The conundrum facing the Bank of England is that Brexit will change this (unless passporting is replicated in any deal with the remaining 27 members of the EU). This means those firms which currently use passporting to operate in the UK will need to be regulated in the UK by the Bank’s regulation arm, the Prudential Regulation Authority. In the case of banking, Bank of England data show that about 70 banks could be impacted.
But the numbers could be bigger across the entire financial system. There are nine different passports that banks and financial firms use to provide banking services alone.
The Financial Conduct Authority, the City regulator, last year published data showing just over 8,000 companies authorised in other EU states use these rules to do business in the UK while 5,476 UK-registered firms hold at least one passport to do business in another EU or EEA member state. All that will need to be sorted out in the negotiations ahead.
Under the current arrangements, the EU has the unilateral right to change its regulatory demands on services operating outside the bloc, leaving any licences to operate at the whim of Brussels.
Barnier said on Thursday: “I can perfectly see the UK’s logic and interest in pleading for a system of ‘mutual recognition’ and ‘reciprocal regulatory equivalence’. This is, indeed, what the single market achieves.

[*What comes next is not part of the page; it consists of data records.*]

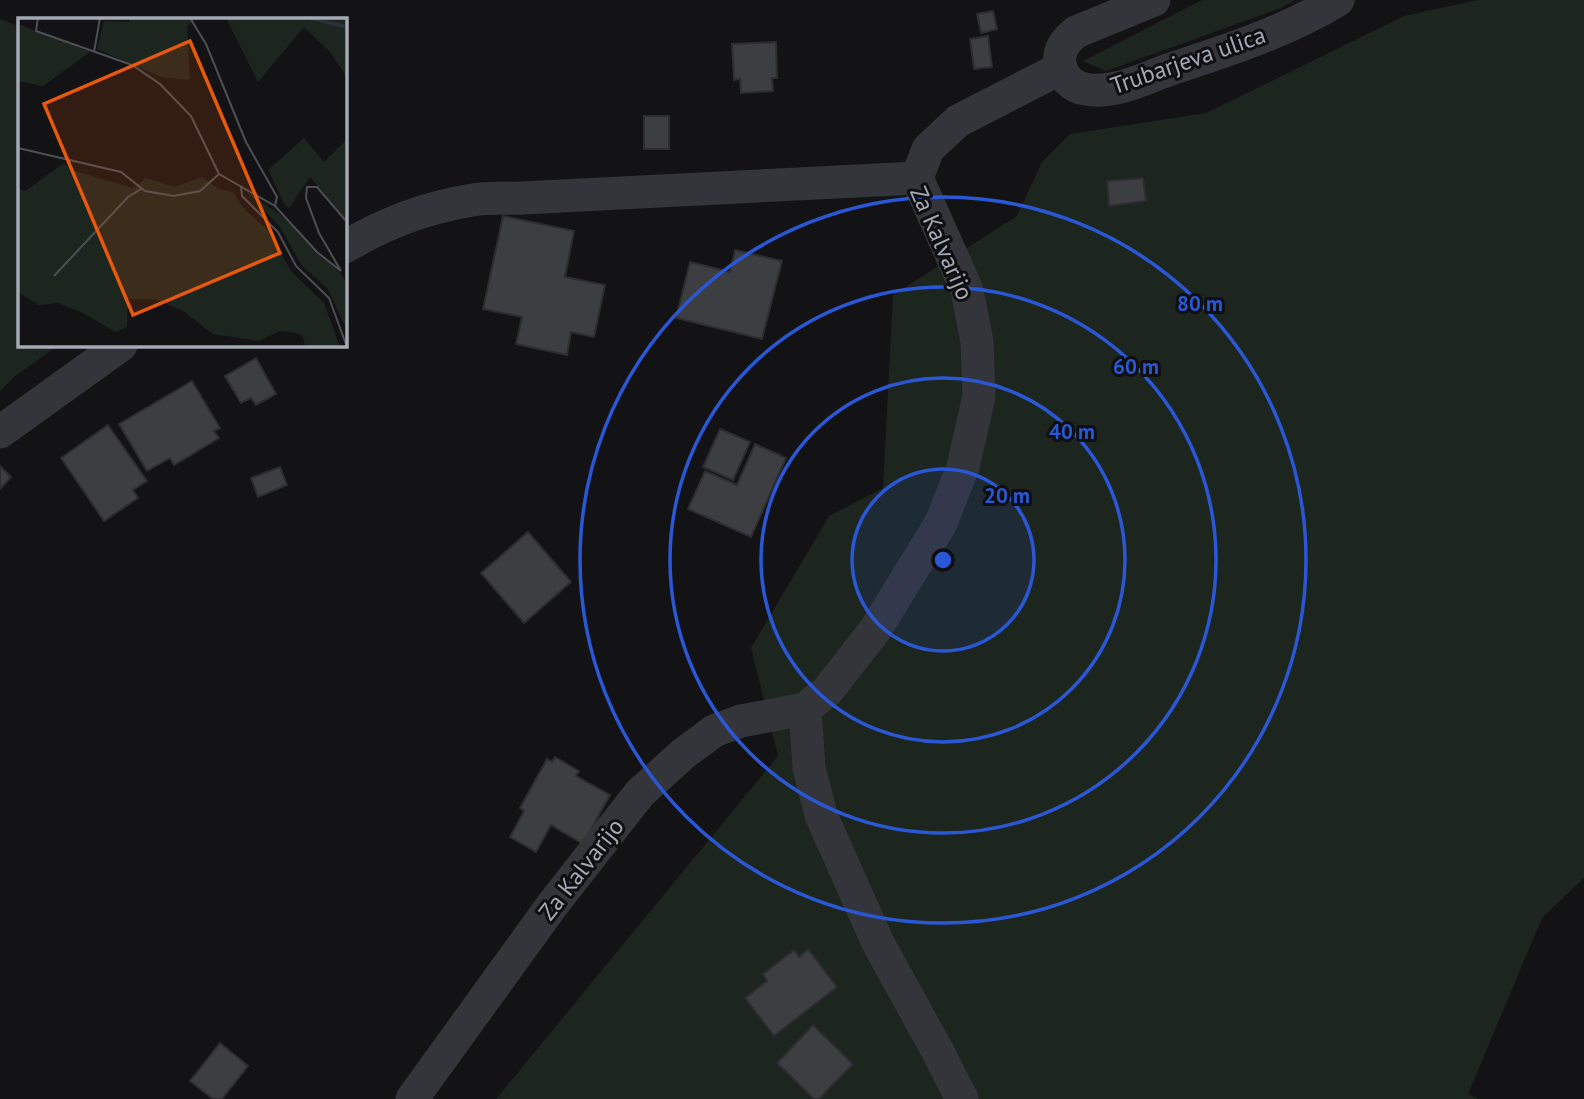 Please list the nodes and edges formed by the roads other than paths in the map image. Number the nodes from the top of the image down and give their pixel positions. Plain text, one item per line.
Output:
1 (1154, 0) edge
2 (1338, 0) edge
3 (1061, 68) junction
4 (917, 178) junction
5 (346, 246) edge
6 (120, 346) edge
7 (0, 432) edge
8 (805, 709) junction
9 (412, 1099) edge
10 (962, 1099) edge

1 - 3 street
2 - 3 street, Trubarjeva ulica
3 - 4 street
4 - 5 street, Za Kalvarijo
4 - 8 street, Za Kalvarijo
6 - 7 street
8 - 9 street, Za Kalvarijo
8 - 10 street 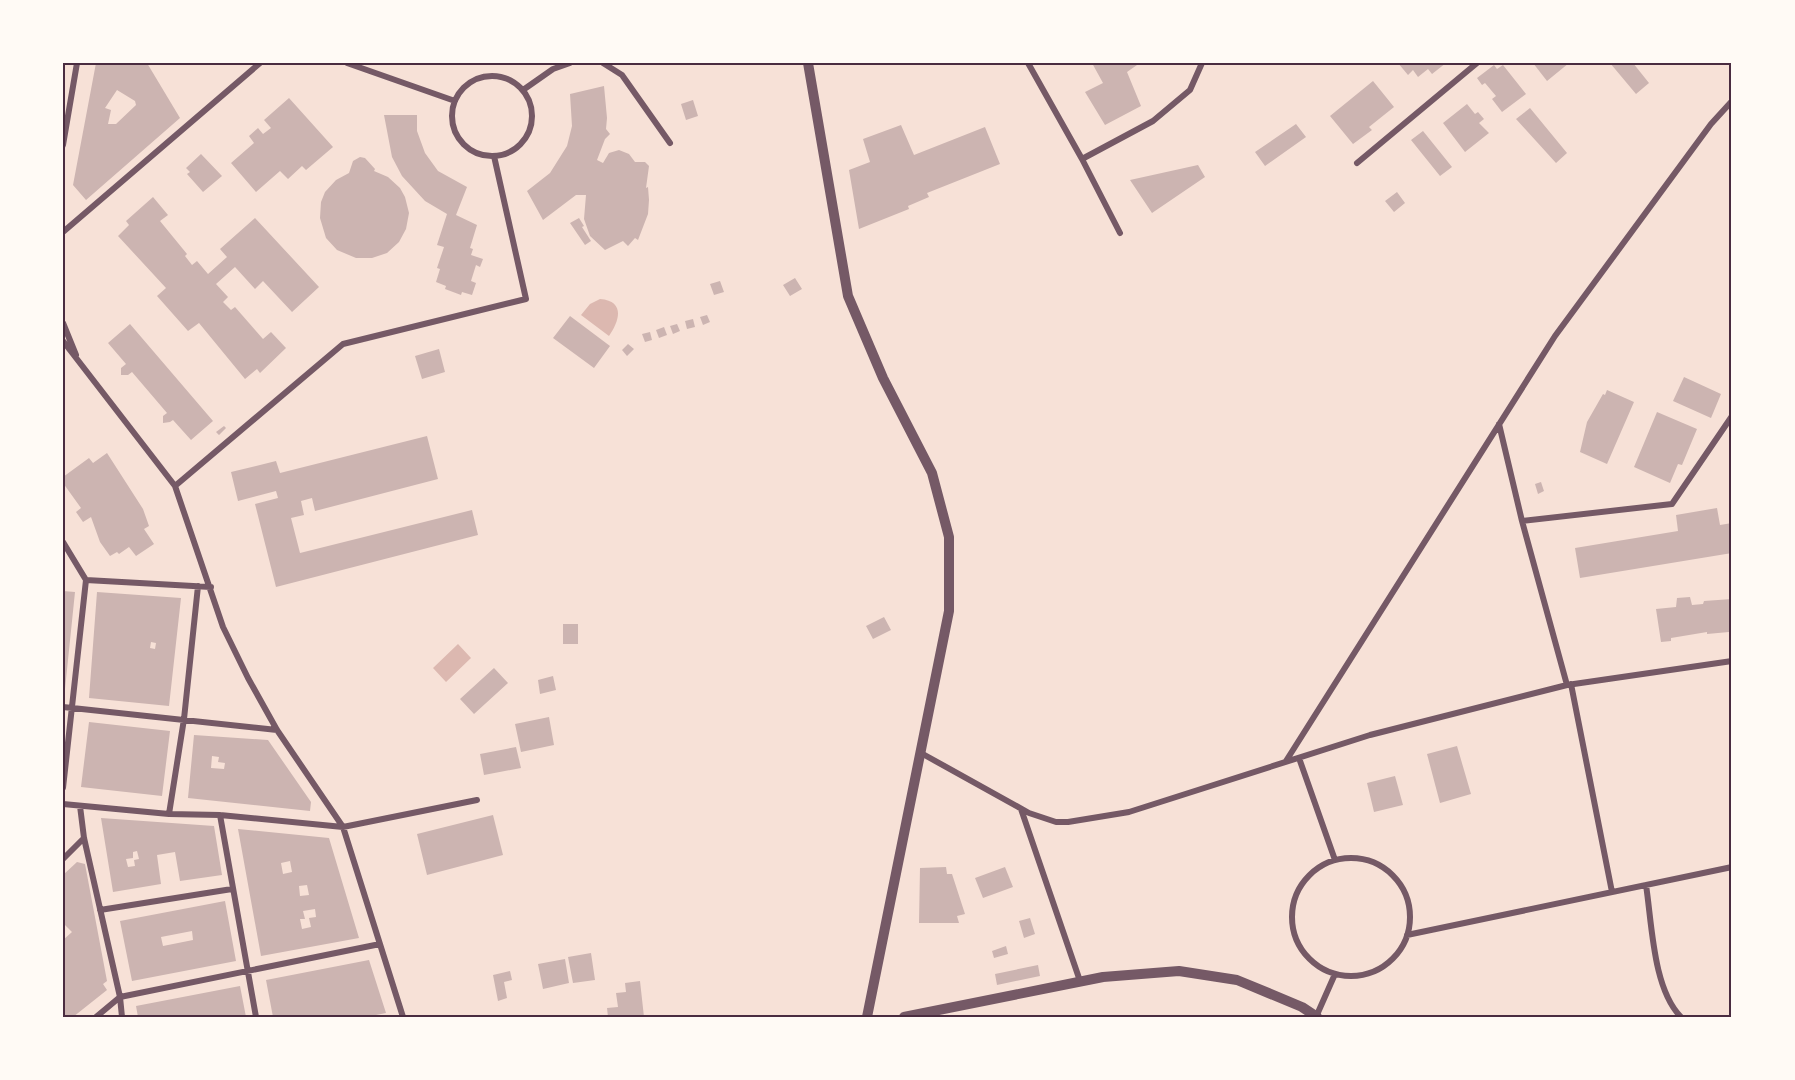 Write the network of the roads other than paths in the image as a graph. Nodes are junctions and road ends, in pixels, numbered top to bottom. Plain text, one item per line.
1 (78, 63) edge
2 (260, 63) edge
3 (347, 63) edge
4 (570, 63) edge
5 (603, 63) edge
6 (808, 63) edge
7 (1028, 63) edge
8 (1202, 63) edge
9 (1477, 63) edge
10 (523, 90) junction
11 (455, 101) junction
12 (1732, 101) edge
13 (64, 132) edge
14 (670, 143) dead end
15 (63, 145) edge
16 (494, 156) junction
17 (1082, 159) junction
18 (1357, 163) dead end
19 (63, 232) edge
20 (1120, 233) dead end
21 (63, 323) edge
22 (63, 341) edge
23 (80, 364) junction
24 (1732, 416) edge
25 (1498, 424) junction
26 (175, 486) junction
27 (1522, 521) junction
28 (63, 542) edge
29 (86, 580) junction
30 (198, 586) junction
31 (211, 587) junction
32 (1732, 661) edge
33 (1569, 685) junction
34 (63, 707) edge
35 (71, 708) junction
36 (183, 719) junction
37 (278, 730) junction
38 (921, 753) junction
39 (1299, 758) junction
40 (1286, 762) junction
41 (63, 788) edge
42 (477, 800) dead end
43 (63, 804) edge
44 (80, 806) junction
45 (1021, 808) junction
46 (169, 814) junction
47 (220, 815) junction
48 (343, 827) junction
49 (84, 838) junction
50 (63, 859) edge
51 (1335, 860) junction
52 (1732, 867) edge
53 (1646, 885) junction
54 (232, 889) junction
55 (1612, 892) junction
56 (100, 910) junction
57 (1407, 935) junction
58 (380, 944) junction
59 (249, 971) junction
60 (1335, 974) junction
61 (1080, 981) junction
62 (120, 997) junction
63 (96, 1017) edge
64 (122, 1017) edge
65 (256, 1017) edge
66 (403, 1017) edge
67 (867, 1017) edge
68 (904, 1017) edge
69 (1317, 1017) edge
70 (1681, 1017) edge

1 - 13 street
2 - 19 street
3 - 11 street
4 - 10 street
5 - 14 street
6 - 38 street
7 - 17 street
8 - 17 street
9 - 18 street
10 - 11 street
10 - 16 street
11 - 16 street
12 - 25 street
13 - 15 street
16 - 26 street
17 - 20 street
21 - 23 street
22 - 23 street
23 - 26 street
24 - 27 street
25 - 27 street
25 - 40 street
26 - 31 street
27 - 33 street
28 - 29 street
29 - 30 street
29 - 35 street
30 - 31 street
30 - 36 street
31 - 37 street
32 - 33 street
33 - 39 street
33 - 55 street
34 - 35 street
35 - 36 street
35 - 41 street
36 - 37 street
36 - 46 street
37 - 48 street
38 - 45 street
38 - 67 street
39 - 40 street
39 - 51 street
40 - 45 street
42 - 48 street
43 - 44 street
44 - 46 street
44 - 49 street
45 - 61 street
46 - 47 street
47 - 48 street
47 - 54 street
48 - 58 street
49 - 50 street
49 - 56 street
51 - 57 street
51 - 60 street
52 - 53 street
53 - 55 street
53 - 70 street
54 - 56 street
54 - 59 street
55 - 57 street
56 - 62 street
57 - 60 street
58 - 59 street
58 - 66 street
59 - 62 street
59 - 65 street
60 - 69 street
61 - 68 street
61 - 69 street
62 - 63 street
62 - 64 street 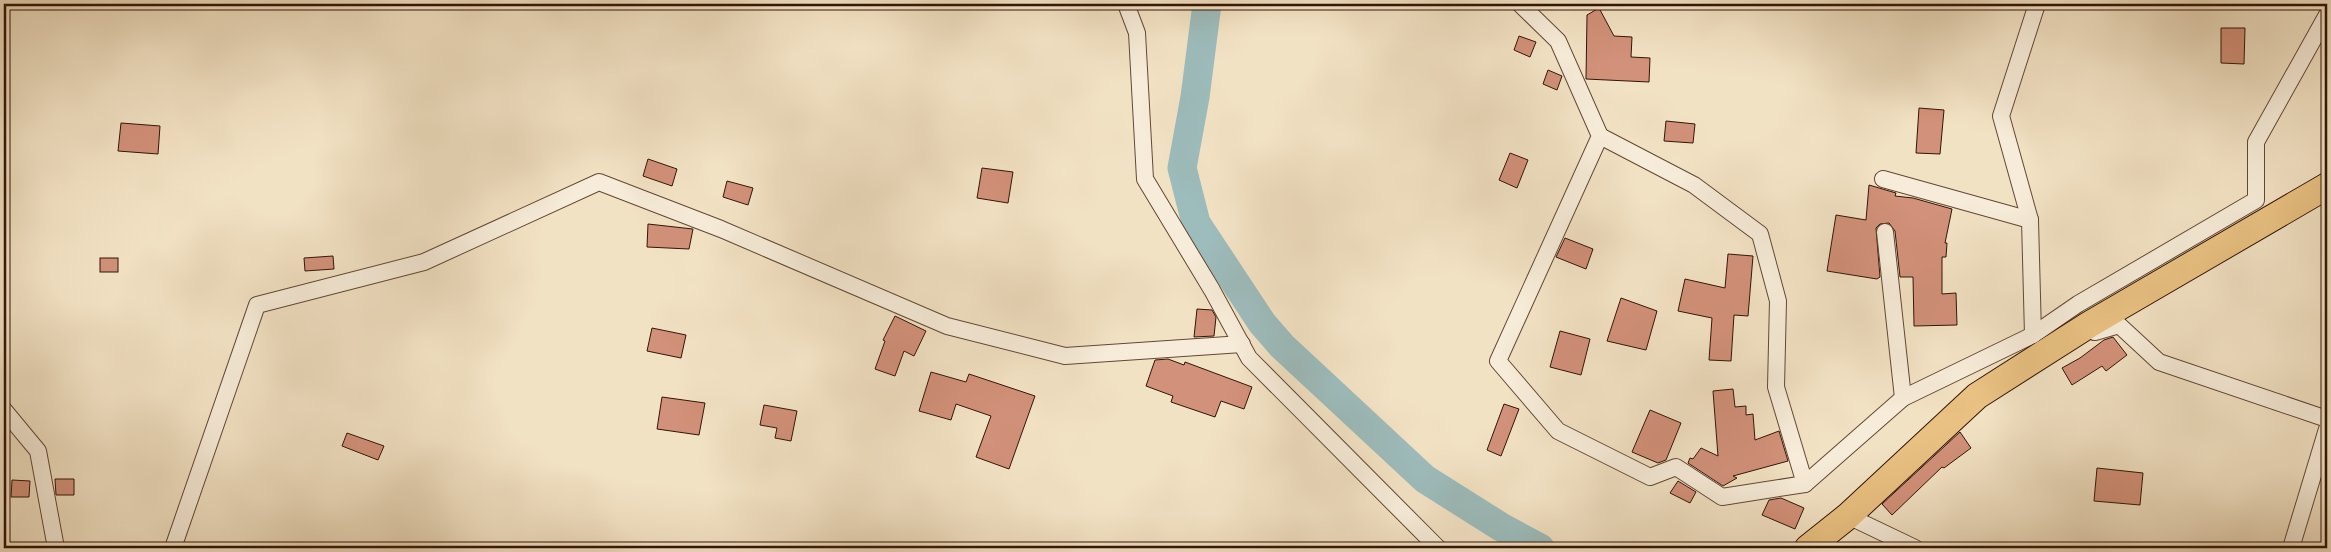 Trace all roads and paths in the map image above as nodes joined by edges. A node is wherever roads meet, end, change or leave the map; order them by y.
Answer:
1 (1126, 4) edge
2 (1520, 4) edge
3 (2036, 4) edge
4 (2327, 15) edge
5 (1600, 136) junction
6 (1884, 179) dead end
7 (2327, 186) edge
8 (2030, 220) junction
9 (1884, 232) dead end
10 (2084, 314) junction
11 (2033, 335) junction
12 (1242, 344) junction
13 (1903, 398) junction
14 (4, 410) edge
15 (2327, 420) edge
16 (2327, 429) edge
17 (1806, 484) junction
18 (1848, 516) junction
19 (56, 548) edge
20 (173, 548) edge
21 (1438, 548) edge
22 (1808, 548) edge
23 (1914, 548) edge
24 (2291, 548) edge

1 - 12 street
2 - 5 street
3 - 8 street
4 - 10 street
5 - 17 street
5 - 17 street
6 - 8 street
7 - 10 highway
8 - 11 street
9 - 13 street
10 - 11 street
10 - 15 street
10 - 18 highway
11 - 13 street
12 - 20 street
12 - 21 street
13 - 17 street
14 - 19 street
16 - 24 street
18 - 22 highway
18 - 23 street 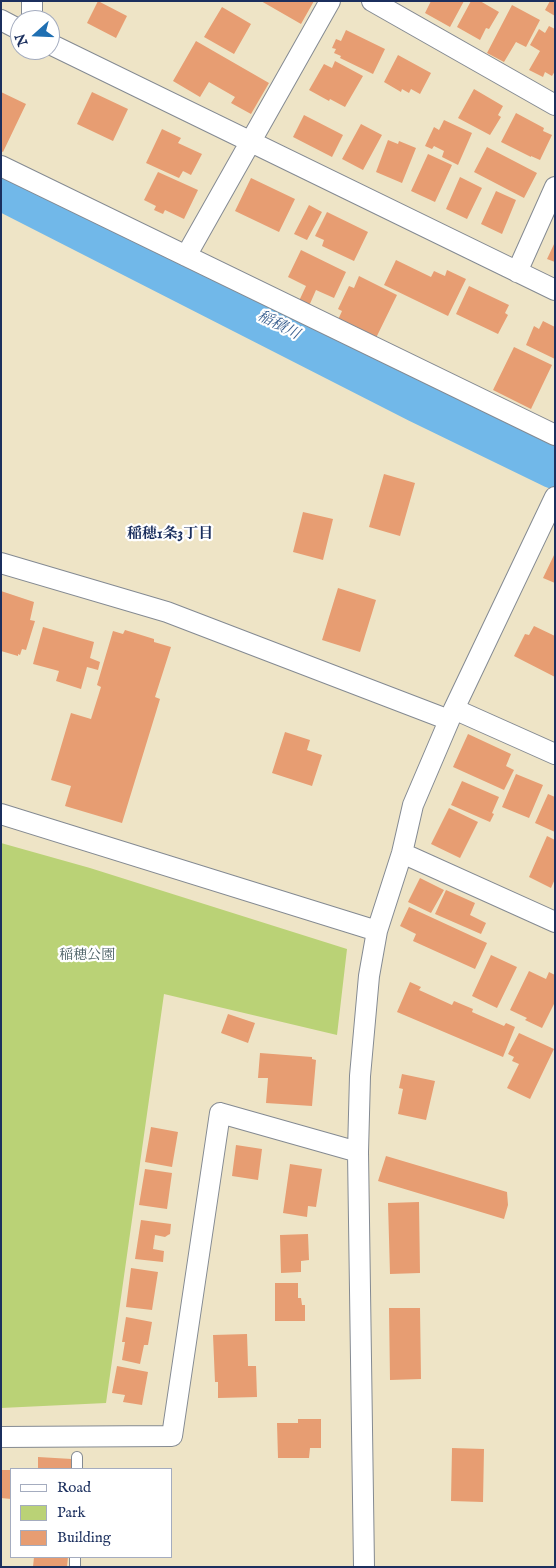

“‘Everything must change so that everything can stay the same’ – to paraphrase Lampedusa. But this will not work … Why would the equivalence system, which works well for the US industry, not work for the City?”
Barnier pointed out that Brussels was seeking to build on its current equivalence regime to cover more aspects of the financial services sector. He also urged the British government not to seek to undercut the EU by changing its regulatory standards.
“The equivalence system will operate in a more effective manner if the UK decides not to diverge from our financial regulation,” he said. “Let’s not have a short memory: we all saw during the [2008 financial] crisis that the risks of financial instability were ultimately borne by taxpayers – not only in the UK. We saw for instance that remuneration of bankers set the wrong incentives and allowed excessive risk-taking.”
In response, the chief executive of UK Finance, Stephen Jones, said: “We believe a framework based on regulatory alignment and close supervisory cooperation can be developed to deliver the best outcome for both the EU and UK.”
The two negotiating teams started discussing the future relationship last week. EU sources, however, said that the UK side had merely asked questions about the EU’s guidelines on the future relationship rather than offer their own blueprint.
“Sabine Weyand [the deputy chief negotiator] talked it through with them and then they queried why this said that,” the source said. “It is how they acted in the previous phase; they ask questions to stall for time.”